Wie viele Stunden am Tag stehen Sie denn im Stall und auf dem Reitplatz?

Das kommt ganz drauf an. Wenn man die Turnierzeiten mitrechnet, war ich zuletzt 13 Tage lang unterwegs. Komme ich dann mit einem Pferd zurück, warten zuhause natürlich alle anderen Pferde auf mich. Da sind die Tage schnell voll. In aller Regel reite ich bis mittags und fahre danach nach Hause. Ich bin auch mit Leidenschaft Mutter und bin froh, dass meine Familie oft mit dabei ist. Meine ältere Tochter, meine Mutter und meine Brüder unterstützen mich zum Beispiel auch auswärts auf Turnieren. Ich bin einfach ein Familienmensch und empfinde solche Tage dann gar nicht als Arbeit.
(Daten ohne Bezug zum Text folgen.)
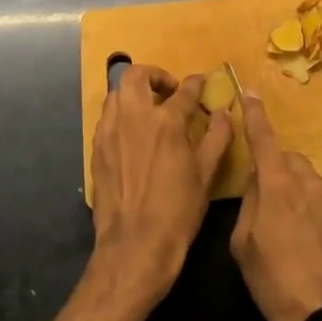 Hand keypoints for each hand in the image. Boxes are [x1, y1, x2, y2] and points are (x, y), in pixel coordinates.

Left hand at [89, 65, 230, 310]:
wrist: (134, 245)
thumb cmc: (177, 210)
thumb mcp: (206, 174)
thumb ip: (217, 137)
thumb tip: (224, 112)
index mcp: (166, 121)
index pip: (184, 90)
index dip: (195, 83)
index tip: (201, 82)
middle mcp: (134, 116)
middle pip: (136, 75)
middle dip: (154, 75)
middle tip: (168, 91)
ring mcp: (111, 131)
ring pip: (116, 93)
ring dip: (134, 93)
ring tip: (149, 110)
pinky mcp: (97, 148)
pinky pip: (107, 117)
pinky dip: (121, 114)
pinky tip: (133, 133)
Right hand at [230, 95, 321, 320]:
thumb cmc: (274, 279)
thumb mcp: (243, 242)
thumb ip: (249, 202)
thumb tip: (258, 183)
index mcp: (278, 183)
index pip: (264, 137)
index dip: (255, 113)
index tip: (249, 92)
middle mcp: (308, 181)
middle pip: (286, 160)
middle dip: (273, 170)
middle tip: (261, 202)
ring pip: (304, 179)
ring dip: (291, 190)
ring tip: (283, 228)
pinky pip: (319, 199)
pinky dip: (308, 208)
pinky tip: (303, 240)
War Ihnen denn immer schon klar, dass es sportlich in die Dressur geht? Oder hätten Sie sich zum Beispiel auch einen Einstieg in den Polosport vorstellen können?

Also für Polo fehlt mir definitiv das Ballgefühl (lacht). Aber jede Sportart hat ihren eigenen Reiz. Ich habe früher zum Beispiel voltigiert. Was ich heute auf Turnieren im Voltigier- und auch im Springsport zu sehen bekomme, ist wirklich beeindruckend.

Dieser Sommer war ja wieder sehr heiß. Gibt es für Sie persönlich eine Schmerzgrenze, ab der Sie nicht mehr starten, auch aus Rücksicht auf den Partner Pferd? Oder gibt es dazu offizielle Vorgaben?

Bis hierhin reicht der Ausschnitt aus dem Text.